Qui sont ces acheteurs ?



Jean-Guy Talamoni : Ce sont surtout des continentaux, des Italiens, ou des Suisses, et nous avons même vu quelques Russes arriver sur le marché. Ce n’est pas qu’un marché de résidences secondaires, mais également de troisièmes ou quatrièmes résidences. Pour un grand nombre d’entre elles, les résidents occupent leur villa 15 jours par an seulement. Le reste du temps, le bien est mis en location, le plus souvent au noir. Aujourd’hui, on compte 70 % de para-commercialisme sur l’île. Voilà pourquoi nous souhaitons mettre en place la notion de citoyenneté basée sur la propriété, ce qui est conforme au droit public français, comme ce qui avait été entrepris pour la Nouvelle-Calédonie en 1998.



Nicolas Sarkozy avait déclaré en février 2010, en déplacement à Ajaccio, vouloir « lutter contre la spéculation immobilière » en Corse. Etes-vous en accord avec sa politique ?



Jean-Guy Talamoni : M. Sarkozy s’est en effet rendu compte de la situation, mais il ne va pas suffisamment loin, selon nous. Car ce qu’il faut, c’est pérenniser un accès au foncier. Quand M. Sarkozy demande la création d’un Office foncier en Corse, il s’agit plus d’un instrument que d’une politique à proprement parler. Sur le fond, le gouvernement souhaite mettre en place un dispositif particulier de taxation, applicable à chaque transaction.

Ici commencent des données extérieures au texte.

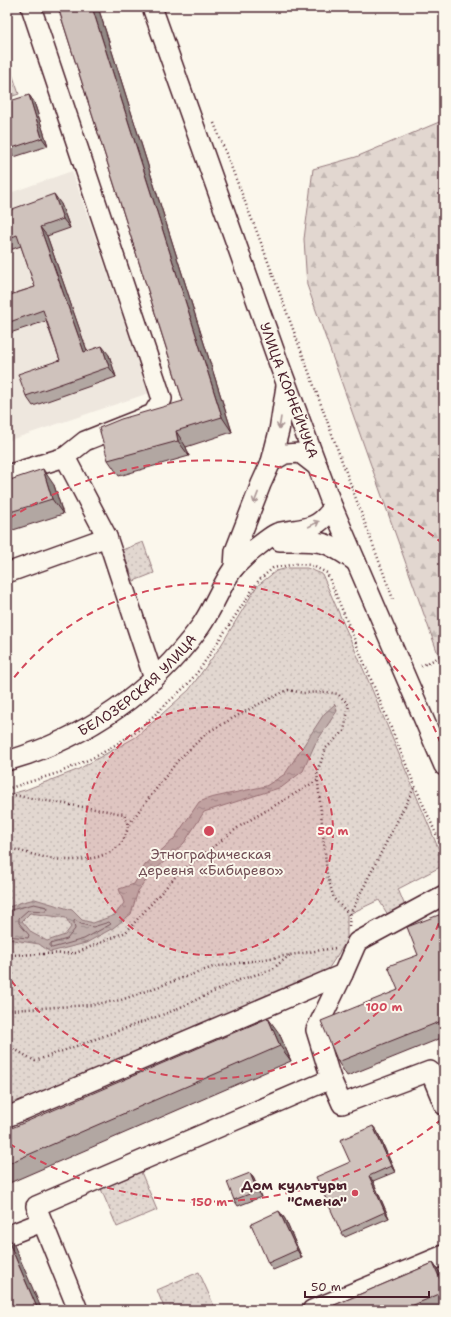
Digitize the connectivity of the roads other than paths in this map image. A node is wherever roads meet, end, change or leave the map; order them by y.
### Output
1 (31, 7) edge
2 (152, 7) edge
3 (286, 384) junction
4 (65, 457) junction
5 (271, 462) junction
6 (318, 467) junction
7 (7, 475) edge
8 (333, 508) junction
9 (106, 537) junction
10 (260, 545) junction
11 (356, 562) junction
12 (234, 568) junction
13 (7, 573) edge
14 (154, 679) junction
15 (7, 761) edge
16 (444, 766) edge
17 (444, 895) edge
18 (343, 974) junction
19 (331, 1079) junction
20 (444, 1105) edge
21 (7, 1117) edge
22 (42, 1222) junction
23 (9, 1235) dead end
24 (444, 1254) edge
25 (78, 1310) edge
26 (312, 1310) edge

1 - 4 street
2 - 3 street, УЛИЦА КОРНЕЙЧУКА
3 -> 5 street, БЕЛОЗЕРСКАЯ УЛИЦА
3 - 6 street, УЛИЦА КОРНЕЙЧУКА
4 - 7 street
4 - 9 street
5 - 6 street
5 -> 12 street, БЕЛОЗЕРСКАЯ УЛИЦА
6 - 8 street, УЛИЦА КОРНЕЙЧУКА
10 -> 8 street, БЕЛОЗЕРСКАЯ УЛИЦА
8 - 11 street, УЛИЦА КОРНЕЙЧУКА
9 - 13 street
9 - 14 street
10 - 11 street, БЕЛОЗЕРСКАЯ УЛИЦА
10 - 12 street, БЕЛОЗЕРСКАЯ УЛИЦА
11 - 16 street, УЛИЦА КОРНЕЙЧУКА
12 - 14 street, БЕЛОЗЕРСКАЯ УЛИЦА
14 - 15 street, БЕЛОЗЕРСКАЯ УЛИЦА
17 - 18 street
18 - 19 street
18 - 21 street
19 - 20 street
19 - 22 street
22 - 23 street
22 - 25 street
24 - 26 street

Mais cette mesure ne toucherait pas que les étrangers à la Corse, elle toucherait tout le monde. Cela peut aggraver la situation pour les accédants corses, et les plus fortunés ne seront pas pour autant bloqués, ils parviendront tout de même à acheter. C’est ce que j’appelle une « fausse bonne idée ».



Les derniers chiffres de l’Insee font part de 126 000 résidences principales et plus de 70 000 résidences secondaires. Les confirmez-vous ?



Jean-Guy Talamoni : J’estime que les chiffres publiés ne reflètent pas la réalité pour ce qui est des résidences secondaires, qui sont beaucoup plus nombreuses que cela. Une ville comme Porto-Vecchio, par exemple, comprend plus de résidences secondaires que de résidences principales. En revanche, une statistique qui me semble particulièrement criante pour démontrer le mal-logement est celle publiée par le Service de l’observation et des statistiques, qui mentionne une sur-occupation et un surpeuplement des logements, de l’ordre de 7 % du total du parc de résidences principales. Soit la plus forte de France.



Si vous souhaitez moins de résidences secondaires, n’avez-vous pas peur d’un impact négatif sur le tourisme, qui est une ressource non négligeable ?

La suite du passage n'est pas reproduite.